Per lui l’essere scuola è stato l’esperienza pastorale per eccellenza, la terapia intensiva degli illetterati, una scuola medicinale che si è tradotta in movimenti tellurici delle coscienze e che ha prodotto, sulla porta che separava la scuola dalla sua camera da letto, quella scritta rossa, I Care, che è il me ne importa, il mi sta a cuore.

Questo motto che come lo stesso Milani ha detto, è una carezza agli ultimi sostanziata nei fatti e non in astratto. Si interroga il Vescovo della Diocesi di Cassano All’Jonio su: “Cosa ci resta dell’esperienza umana (prima che pastorale) di questo prete ribelle?

Un pensiero meditante.

Se io potessi fare mia la traduzione dell’I care oserei con le parole di Martin Heidegger e lo tradurrei proprio come qualcosa di opposto al pensiero calcolante che è appunto il pensiero meditante. M. Heidegger definisce questo pensiero come la capacità di disporsi all’attenzione verso l’altro, un’attenzione fatta di ascolto, di presenza, di soccorso, in una parola, di amore.

I care, indica la necessità di un nuovo umanesimo e diventa dunque l’invito ad essere pienamente uomini.

Quello di Barbiana non è stato un metodo, ma una risposta.

La scuola di Barbiana ha messo insieme la pedagogia critica (con impatto sociale) con una pedagogia pastorale, più affettuosa e coinvolgente, per creare una risposta ad una urgenza e dare vita alla pedagogia socio-pastorale.

Oggi guardiano all’esperimento di don Milani come ad un anello centrale per impostare una riflessione seria sulla riforma del sistema scolastico ed educativo in genere anche se è davvero difficile comprendere fino in fondo un personaggio scomodo, incapace di scendere a compromessi ma proprio per questo attuale.

Che cosa ci spinge oggi a salire a Barbiana?

Cosa ci spinge ad innalzare l’I care a modello europeo?

Sicuramente la ricerca di un messaggio dal fascino sempiterno, di un modello che ha fatto della didattica un mezzo per arrivare agli ultimi, agli esclusi ma che, allo stesso tempo, parli la lingua della realtà, dell’inclusione, della cura, dell’esserci.

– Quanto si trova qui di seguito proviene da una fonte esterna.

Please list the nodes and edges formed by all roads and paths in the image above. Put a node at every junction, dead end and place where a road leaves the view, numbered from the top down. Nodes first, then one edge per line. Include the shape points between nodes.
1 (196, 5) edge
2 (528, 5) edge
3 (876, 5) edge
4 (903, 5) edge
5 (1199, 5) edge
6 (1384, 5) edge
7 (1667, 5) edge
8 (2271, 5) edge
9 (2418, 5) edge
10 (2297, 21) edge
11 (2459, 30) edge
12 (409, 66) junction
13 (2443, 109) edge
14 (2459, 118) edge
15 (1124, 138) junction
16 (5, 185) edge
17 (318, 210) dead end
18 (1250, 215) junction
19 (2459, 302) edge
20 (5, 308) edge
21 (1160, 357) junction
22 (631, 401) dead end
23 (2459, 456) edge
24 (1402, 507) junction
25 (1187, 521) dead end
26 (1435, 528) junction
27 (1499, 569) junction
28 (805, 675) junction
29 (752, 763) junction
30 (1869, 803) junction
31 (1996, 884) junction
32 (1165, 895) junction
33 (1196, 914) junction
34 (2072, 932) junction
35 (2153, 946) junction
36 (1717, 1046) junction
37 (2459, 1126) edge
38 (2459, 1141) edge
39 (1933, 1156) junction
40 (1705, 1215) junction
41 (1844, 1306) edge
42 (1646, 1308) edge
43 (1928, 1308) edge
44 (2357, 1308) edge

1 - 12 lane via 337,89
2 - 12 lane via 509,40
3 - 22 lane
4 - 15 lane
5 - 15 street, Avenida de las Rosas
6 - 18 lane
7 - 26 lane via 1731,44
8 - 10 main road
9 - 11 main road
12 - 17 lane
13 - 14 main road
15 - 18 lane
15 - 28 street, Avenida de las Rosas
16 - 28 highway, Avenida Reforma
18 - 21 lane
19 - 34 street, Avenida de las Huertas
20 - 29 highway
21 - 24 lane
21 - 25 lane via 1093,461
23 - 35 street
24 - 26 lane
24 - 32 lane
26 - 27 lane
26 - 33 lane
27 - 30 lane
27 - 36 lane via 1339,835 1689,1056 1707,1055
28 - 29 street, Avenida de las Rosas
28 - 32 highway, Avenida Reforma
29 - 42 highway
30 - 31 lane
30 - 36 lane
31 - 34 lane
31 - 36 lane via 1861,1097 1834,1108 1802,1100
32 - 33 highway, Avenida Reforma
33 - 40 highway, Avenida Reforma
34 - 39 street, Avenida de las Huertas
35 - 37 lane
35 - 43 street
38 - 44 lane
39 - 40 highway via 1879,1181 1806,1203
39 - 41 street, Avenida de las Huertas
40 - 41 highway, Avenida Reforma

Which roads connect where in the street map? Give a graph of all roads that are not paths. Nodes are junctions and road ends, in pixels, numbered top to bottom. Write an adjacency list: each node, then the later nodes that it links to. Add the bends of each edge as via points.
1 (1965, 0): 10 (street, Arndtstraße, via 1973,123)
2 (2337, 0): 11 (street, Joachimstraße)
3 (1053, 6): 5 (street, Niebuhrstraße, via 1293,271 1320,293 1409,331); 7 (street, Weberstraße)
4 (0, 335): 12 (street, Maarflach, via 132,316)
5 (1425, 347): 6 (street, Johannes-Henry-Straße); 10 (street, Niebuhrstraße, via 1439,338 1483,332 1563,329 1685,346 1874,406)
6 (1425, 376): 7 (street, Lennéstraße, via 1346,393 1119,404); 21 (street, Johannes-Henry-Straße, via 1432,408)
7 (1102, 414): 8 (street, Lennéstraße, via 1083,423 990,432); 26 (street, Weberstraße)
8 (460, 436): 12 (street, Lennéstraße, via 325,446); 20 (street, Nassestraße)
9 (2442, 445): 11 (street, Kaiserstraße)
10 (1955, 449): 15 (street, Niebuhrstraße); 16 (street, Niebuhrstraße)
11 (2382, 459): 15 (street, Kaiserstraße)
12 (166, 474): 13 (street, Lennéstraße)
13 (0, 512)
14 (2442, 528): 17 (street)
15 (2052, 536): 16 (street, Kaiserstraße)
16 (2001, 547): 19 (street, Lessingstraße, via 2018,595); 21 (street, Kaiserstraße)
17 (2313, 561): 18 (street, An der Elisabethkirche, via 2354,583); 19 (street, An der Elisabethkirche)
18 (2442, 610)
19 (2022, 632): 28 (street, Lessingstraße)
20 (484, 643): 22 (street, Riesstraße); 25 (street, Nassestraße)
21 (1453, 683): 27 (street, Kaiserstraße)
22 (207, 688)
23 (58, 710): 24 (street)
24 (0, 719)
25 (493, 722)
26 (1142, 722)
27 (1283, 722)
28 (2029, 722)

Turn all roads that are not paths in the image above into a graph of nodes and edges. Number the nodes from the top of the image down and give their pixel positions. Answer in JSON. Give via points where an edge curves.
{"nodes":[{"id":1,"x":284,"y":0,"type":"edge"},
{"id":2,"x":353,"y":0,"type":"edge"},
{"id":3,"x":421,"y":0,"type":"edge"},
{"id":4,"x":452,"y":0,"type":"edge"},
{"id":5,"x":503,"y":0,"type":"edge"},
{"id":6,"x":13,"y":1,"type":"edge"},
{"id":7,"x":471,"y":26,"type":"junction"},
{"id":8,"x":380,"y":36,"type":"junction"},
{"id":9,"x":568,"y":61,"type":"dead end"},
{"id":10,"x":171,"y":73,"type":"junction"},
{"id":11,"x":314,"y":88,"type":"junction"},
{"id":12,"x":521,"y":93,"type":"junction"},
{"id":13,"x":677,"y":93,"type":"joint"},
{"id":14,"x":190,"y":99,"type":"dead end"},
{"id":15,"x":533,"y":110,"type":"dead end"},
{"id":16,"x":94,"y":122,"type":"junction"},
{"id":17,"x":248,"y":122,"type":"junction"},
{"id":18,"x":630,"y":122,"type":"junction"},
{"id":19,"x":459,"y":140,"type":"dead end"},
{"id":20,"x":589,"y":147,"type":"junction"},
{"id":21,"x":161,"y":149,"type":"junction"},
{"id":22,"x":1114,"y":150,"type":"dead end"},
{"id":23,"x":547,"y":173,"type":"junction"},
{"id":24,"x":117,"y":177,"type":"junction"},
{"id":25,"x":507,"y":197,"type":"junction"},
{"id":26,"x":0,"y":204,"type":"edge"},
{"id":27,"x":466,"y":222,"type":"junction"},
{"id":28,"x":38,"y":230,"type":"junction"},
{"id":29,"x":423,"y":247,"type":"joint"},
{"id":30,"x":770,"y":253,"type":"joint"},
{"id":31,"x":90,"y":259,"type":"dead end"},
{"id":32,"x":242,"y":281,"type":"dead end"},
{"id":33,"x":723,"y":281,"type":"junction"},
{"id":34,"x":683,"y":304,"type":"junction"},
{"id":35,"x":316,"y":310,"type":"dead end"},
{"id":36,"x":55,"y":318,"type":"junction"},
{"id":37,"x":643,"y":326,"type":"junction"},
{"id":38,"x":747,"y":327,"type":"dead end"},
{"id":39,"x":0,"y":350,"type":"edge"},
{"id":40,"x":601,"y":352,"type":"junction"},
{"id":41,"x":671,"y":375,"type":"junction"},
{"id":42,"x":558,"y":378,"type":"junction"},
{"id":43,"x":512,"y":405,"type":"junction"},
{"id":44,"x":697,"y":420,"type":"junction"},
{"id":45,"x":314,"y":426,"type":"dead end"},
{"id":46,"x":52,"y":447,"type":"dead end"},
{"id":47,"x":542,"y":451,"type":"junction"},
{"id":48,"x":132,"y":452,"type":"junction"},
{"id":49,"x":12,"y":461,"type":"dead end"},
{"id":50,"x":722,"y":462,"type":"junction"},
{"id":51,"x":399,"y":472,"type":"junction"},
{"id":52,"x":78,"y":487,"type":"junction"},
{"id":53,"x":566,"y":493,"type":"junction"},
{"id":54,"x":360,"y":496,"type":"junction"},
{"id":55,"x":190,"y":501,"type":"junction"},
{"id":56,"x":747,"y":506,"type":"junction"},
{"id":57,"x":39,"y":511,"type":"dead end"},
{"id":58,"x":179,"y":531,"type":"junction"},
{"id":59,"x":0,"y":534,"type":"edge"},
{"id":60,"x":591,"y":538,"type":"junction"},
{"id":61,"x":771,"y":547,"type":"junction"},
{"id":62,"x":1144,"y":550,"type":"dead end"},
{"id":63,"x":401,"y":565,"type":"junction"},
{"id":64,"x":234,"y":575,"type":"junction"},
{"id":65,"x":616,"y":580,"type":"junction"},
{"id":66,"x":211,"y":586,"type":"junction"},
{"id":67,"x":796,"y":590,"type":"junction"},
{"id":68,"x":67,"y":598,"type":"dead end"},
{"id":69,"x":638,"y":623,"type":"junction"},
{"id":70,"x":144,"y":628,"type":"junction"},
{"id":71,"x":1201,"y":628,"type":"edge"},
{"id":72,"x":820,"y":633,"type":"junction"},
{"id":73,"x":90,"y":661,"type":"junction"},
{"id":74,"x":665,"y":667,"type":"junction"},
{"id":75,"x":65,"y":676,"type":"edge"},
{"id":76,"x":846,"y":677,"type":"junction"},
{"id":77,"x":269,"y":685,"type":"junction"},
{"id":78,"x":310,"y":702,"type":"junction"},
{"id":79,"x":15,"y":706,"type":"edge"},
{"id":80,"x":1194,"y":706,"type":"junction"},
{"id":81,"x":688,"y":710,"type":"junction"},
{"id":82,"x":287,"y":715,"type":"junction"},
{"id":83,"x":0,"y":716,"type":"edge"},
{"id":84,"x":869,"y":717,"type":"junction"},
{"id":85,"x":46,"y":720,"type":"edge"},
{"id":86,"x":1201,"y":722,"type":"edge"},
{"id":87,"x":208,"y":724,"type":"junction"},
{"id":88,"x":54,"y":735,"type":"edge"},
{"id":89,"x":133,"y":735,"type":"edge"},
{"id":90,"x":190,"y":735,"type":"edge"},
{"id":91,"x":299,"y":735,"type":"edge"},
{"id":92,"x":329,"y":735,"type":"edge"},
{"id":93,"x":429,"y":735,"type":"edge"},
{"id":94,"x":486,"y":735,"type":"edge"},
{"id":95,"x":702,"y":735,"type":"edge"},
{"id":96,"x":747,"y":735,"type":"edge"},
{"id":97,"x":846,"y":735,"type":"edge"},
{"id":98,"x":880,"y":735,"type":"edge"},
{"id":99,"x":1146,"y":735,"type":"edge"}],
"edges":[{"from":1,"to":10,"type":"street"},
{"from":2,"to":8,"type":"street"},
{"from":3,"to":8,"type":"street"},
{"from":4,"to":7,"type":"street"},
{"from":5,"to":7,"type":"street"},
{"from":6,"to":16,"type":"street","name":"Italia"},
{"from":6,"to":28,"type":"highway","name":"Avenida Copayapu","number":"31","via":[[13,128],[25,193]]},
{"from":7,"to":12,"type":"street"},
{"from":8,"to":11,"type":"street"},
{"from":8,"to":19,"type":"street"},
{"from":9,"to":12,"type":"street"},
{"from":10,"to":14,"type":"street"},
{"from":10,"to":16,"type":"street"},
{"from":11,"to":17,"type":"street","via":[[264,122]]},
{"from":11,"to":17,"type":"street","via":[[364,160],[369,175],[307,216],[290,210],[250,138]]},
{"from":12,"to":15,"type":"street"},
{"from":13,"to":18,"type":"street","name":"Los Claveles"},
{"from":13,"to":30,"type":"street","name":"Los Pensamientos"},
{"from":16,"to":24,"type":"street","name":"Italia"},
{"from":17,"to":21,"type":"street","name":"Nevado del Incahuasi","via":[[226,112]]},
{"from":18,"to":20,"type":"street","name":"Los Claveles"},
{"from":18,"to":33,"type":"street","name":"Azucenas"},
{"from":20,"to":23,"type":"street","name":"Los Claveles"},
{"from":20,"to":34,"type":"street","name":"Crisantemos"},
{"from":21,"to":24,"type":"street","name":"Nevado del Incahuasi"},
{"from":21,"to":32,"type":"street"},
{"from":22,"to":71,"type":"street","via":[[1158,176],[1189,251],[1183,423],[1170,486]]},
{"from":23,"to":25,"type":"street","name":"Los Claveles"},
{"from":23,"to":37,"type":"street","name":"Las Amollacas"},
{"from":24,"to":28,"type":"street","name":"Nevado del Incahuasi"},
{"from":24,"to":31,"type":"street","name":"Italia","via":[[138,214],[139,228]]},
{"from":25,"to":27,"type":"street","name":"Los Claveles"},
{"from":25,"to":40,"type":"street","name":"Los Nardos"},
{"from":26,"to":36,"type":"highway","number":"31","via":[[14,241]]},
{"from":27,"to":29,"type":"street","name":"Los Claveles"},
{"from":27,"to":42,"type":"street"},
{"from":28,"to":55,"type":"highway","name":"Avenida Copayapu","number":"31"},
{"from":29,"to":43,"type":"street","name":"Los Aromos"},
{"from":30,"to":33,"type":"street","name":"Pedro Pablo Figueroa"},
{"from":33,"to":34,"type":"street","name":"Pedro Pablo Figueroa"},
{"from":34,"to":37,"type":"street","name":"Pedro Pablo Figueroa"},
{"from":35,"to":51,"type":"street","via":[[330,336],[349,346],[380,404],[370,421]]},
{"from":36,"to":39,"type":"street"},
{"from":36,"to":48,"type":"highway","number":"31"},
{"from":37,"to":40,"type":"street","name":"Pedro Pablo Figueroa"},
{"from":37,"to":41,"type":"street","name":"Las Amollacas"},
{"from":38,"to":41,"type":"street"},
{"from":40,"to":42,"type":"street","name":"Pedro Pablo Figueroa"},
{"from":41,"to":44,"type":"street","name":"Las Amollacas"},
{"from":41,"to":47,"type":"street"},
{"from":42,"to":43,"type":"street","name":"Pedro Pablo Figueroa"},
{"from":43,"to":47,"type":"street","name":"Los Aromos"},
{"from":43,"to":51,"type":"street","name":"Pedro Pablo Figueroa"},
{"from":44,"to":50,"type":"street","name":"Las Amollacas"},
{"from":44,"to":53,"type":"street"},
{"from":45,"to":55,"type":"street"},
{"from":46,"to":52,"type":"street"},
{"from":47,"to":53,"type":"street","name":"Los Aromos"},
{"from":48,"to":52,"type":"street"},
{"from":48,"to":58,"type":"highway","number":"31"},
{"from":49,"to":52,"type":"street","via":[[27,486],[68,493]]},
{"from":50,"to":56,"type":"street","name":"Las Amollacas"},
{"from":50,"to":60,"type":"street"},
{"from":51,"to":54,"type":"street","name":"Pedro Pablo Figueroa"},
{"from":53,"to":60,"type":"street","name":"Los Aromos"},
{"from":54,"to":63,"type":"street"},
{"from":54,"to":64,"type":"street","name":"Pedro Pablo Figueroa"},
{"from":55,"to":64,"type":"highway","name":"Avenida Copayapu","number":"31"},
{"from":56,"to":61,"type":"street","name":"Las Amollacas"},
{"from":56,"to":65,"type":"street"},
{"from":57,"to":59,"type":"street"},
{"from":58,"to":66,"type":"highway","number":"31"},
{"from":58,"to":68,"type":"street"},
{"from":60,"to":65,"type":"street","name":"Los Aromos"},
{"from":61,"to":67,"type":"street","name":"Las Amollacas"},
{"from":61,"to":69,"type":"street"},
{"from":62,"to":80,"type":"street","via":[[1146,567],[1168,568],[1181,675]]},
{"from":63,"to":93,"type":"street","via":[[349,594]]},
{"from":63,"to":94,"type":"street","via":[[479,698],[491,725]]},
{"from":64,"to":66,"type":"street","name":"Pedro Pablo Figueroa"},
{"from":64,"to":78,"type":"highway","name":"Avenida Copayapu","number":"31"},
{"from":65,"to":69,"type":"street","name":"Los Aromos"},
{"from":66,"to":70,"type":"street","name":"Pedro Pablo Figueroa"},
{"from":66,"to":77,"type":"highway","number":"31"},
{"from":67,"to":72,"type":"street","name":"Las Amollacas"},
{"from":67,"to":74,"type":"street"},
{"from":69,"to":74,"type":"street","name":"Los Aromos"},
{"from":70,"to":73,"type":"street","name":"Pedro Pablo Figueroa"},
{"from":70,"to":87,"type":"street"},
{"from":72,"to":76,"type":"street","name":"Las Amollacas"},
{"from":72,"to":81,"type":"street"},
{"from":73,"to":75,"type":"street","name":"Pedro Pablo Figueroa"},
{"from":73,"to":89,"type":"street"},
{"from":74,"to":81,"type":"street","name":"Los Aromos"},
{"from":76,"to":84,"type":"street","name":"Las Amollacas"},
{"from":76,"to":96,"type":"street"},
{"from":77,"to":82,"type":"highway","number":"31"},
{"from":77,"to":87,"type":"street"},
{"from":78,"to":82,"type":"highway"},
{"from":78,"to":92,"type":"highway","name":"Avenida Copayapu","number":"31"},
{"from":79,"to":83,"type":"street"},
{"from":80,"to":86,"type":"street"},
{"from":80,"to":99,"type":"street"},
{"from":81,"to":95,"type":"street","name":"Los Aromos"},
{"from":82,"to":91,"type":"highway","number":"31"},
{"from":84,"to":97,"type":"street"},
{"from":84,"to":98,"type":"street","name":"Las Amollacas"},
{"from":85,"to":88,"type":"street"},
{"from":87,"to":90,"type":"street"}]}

Citando Antoine De Saint – Exupéry e il suo: L’essenziale è invisibile agli occhi Mons. Savino esorta al tendere all’essenziale. “Questa bellissima frase” dice Savino “tratta, nella prima parte, da Il piccolo principe, mi sembra il primo dei grandi insegnamenti che Don Lorenzo ha voluto tramandarci. Tendere all’essenziale vuol dire guardare alle cose nascoste e spingersi oltre il banale dell’evidenza denunciando i tanti percorsi di esclusione sociale che da anni attraversano il mondo della scuola e della formazione in generale. Del resto ancora oggi sono migliaia i ragazzi che non chiudono il percorso della scuola media e che, quindi, non riescono a conseguire quel titolo che automaticamente li esclude da ogni altro proseguimento formativo.

La scuola diventa, in questi casi, un vero e proprio luogo di esclusione.

Citando poi il sommo Pontefice e l’epiteto: “Nessuno si salva da solo” Mons. Savino sottolinea il fatto che per don Milani salvare gli altri significa non lasciarli indietro, fare in modo che gli illetterati non vengano marginalizzati dal sistema ma, anzi, siano formati affinché ci sia per loro la possibilità di ambire ad impegni di vita e di lavoro dignitosi.

In ultimo, Mons. Savino chiede scusa a don Milani per aver trasformato il suo ICARE, in un WECARE, una forma del noi al plurale che è forse il campo su cui si gioca l’identità vera dell’essere uomini e donne oggi. A distinguerci, in questo mondo di generazioni fluide è una qualità immateriale: l’empatia. Empatia è il contrario di indifferenza. Per questo, in conclusione, Mons. Francesco Savino interroga sul: “A che serve avere le mani pulite se si tengono in tasca? Ecco occupatele!”